INFORMATION SUPPLIED:
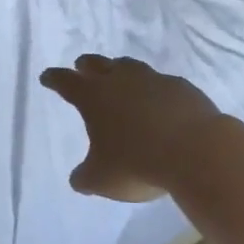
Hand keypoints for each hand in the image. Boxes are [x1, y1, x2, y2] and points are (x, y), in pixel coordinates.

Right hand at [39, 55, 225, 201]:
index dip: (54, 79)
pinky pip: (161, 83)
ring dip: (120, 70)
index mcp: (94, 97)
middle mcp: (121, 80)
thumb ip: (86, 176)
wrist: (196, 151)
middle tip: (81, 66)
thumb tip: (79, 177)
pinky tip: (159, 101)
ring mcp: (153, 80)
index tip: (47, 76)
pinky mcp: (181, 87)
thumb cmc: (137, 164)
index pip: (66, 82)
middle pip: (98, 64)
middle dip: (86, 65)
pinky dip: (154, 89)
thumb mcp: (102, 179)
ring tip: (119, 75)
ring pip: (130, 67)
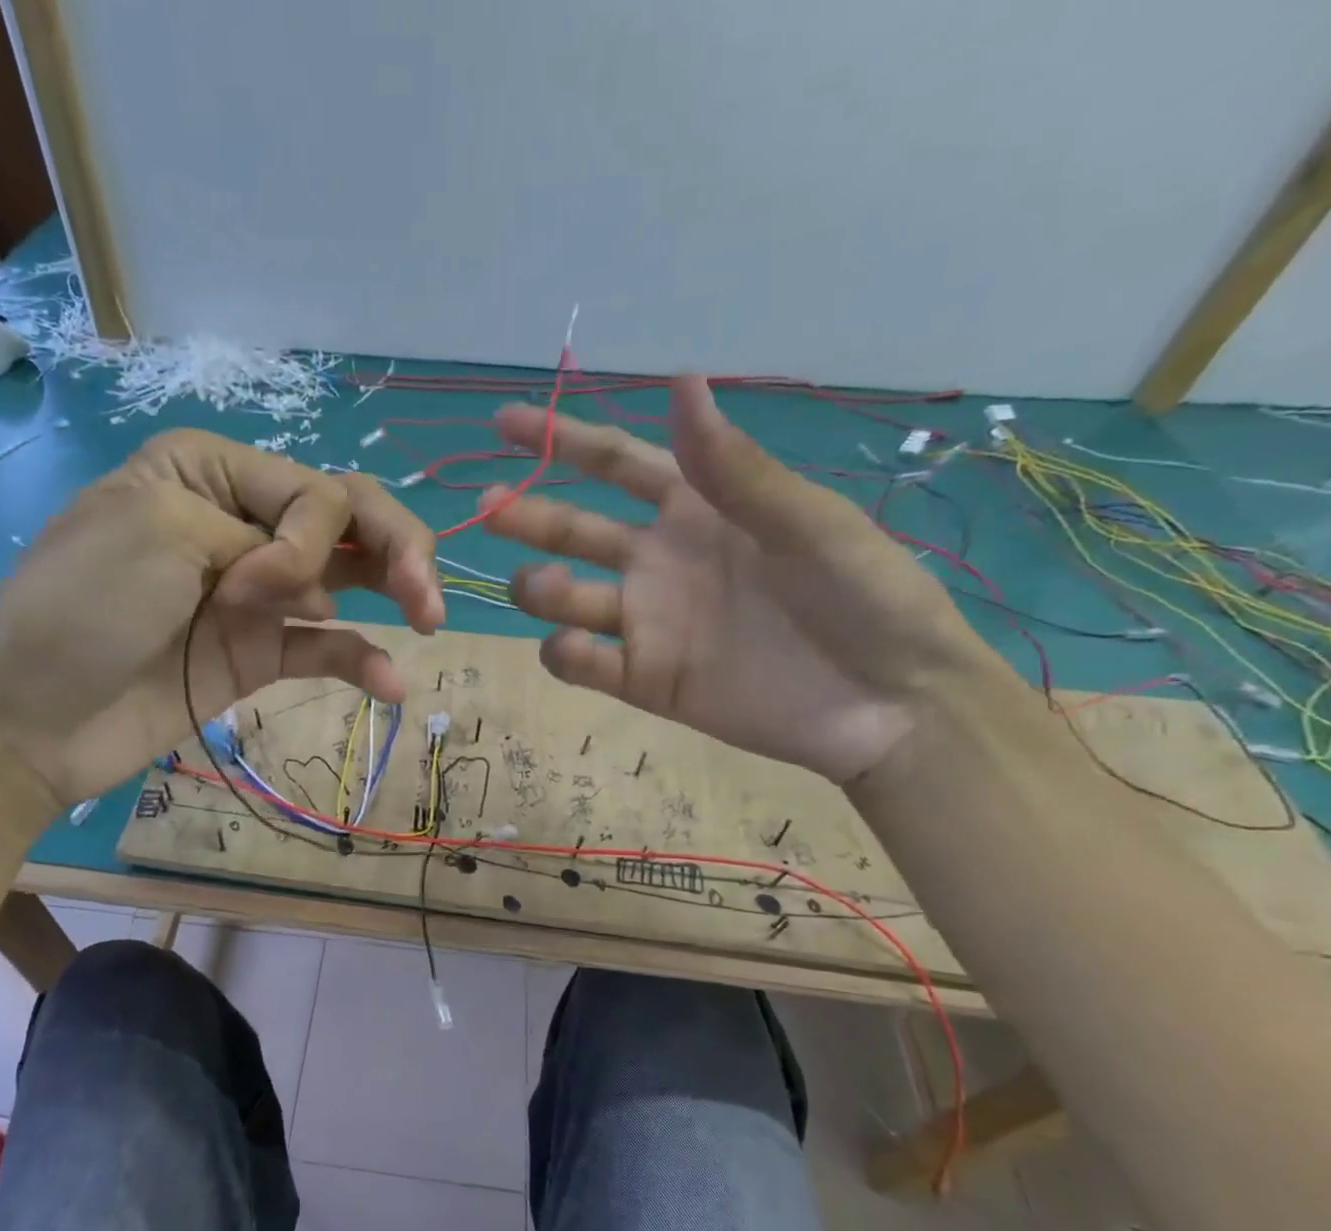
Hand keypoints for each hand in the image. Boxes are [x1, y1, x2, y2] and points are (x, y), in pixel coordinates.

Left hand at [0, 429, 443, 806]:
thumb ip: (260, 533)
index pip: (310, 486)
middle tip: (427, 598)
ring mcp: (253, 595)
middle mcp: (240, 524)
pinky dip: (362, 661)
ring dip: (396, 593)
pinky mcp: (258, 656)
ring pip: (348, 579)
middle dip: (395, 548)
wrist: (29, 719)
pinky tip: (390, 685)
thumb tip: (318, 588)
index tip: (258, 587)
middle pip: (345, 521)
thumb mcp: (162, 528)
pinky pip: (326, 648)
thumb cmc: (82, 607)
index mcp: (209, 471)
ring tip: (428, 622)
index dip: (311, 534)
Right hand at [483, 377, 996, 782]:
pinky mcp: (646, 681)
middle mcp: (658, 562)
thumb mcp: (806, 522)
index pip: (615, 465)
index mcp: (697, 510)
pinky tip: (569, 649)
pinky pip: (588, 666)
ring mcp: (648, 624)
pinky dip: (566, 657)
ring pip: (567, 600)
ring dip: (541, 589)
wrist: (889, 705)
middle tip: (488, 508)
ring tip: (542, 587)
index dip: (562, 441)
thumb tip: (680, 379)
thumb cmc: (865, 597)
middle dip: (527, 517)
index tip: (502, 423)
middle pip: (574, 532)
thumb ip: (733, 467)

WORK ITEM:
Find the lines above that hold "hand", then copy each of them.

RESPONSE AREA:
Hand keypoints for each hand in the image. Boxes are [x1, y1, x2, y2] and points are (x, y), in pixel coordinates.
Right hand at [39, 55, 225, 201]:
Hand keypoints for each hand in the image. Boxes are [x1, y1, x2, y2] and points are (x, y), in pixel coordinates.
Left hand at [0, 429, 443, 806]:
Right hand at [483, 377, 996, 782]:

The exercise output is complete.